I'm thinking of getting a rimless tank to play with and have been looking at tons of setups. Lots of people have rocks and sticks poking out the top but still have filters on the side or canisters below. Has anyone tried making a "waterfall" using hob filter? It would be a cool way to hide the filter and add a new element to the tank. If anyone has dome something similar please post some pics


----------



## Reptiles&Fish (Apr 22, 2012)

I did do something like this for a reptile tank. As I couldn't fill the tank with water so I had to divide the tank so I could have a large pool in the terrarium. All I had was a HOB. So I built a little box to cover the main part of the filter with only the intake and outflow of water showing. I then epoxied stones and moss to the top of the box and sat it on the top of the divider. Like a normal HOB, just inside the tank instead. I thien filled the tank with the sub straight and once full you could not see the filter at all.
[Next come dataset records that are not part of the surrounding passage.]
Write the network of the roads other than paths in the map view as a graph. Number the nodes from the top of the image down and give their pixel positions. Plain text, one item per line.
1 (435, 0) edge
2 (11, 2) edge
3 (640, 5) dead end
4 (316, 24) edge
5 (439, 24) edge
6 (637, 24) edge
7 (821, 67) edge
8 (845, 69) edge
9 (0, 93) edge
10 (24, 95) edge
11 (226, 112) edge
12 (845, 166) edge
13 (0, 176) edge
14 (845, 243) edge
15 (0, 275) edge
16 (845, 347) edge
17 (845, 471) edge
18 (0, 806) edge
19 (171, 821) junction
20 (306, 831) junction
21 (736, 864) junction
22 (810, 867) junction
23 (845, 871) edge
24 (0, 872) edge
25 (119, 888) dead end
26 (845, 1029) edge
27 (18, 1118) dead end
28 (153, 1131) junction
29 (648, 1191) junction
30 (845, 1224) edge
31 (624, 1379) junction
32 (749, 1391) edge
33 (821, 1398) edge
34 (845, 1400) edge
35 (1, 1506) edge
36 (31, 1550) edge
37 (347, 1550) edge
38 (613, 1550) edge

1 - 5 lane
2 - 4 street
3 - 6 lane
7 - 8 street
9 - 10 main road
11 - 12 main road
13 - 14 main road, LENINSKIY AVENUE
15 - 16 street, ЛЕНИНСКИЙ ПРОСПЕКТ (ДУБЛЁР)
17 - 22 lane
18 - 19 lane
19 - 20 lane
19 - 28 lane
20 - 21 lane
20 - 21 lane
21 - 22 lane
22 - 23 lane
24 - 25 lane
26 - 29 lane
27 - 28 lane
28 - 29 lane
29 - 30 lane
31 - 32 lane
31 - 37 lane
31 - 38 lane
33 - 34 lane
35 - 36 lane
At this point I then epoxied together some stones that fit around the intake and up to the outflow of water. It worked perfectly with the water running down the outside of the rocks. Could not see any part of the filter at all.

I'm thinking you could do the exact same thing. Maybe paint the box to match your wall behind the tank, or put a hanging plant on it to cover it? .. Then do the same thing with the stones and glue them together and to the glass so your filter intake can slide into it? I will try to find a picture of what I did as im not the best at explaining haha. But I hope you get the general idea.


----------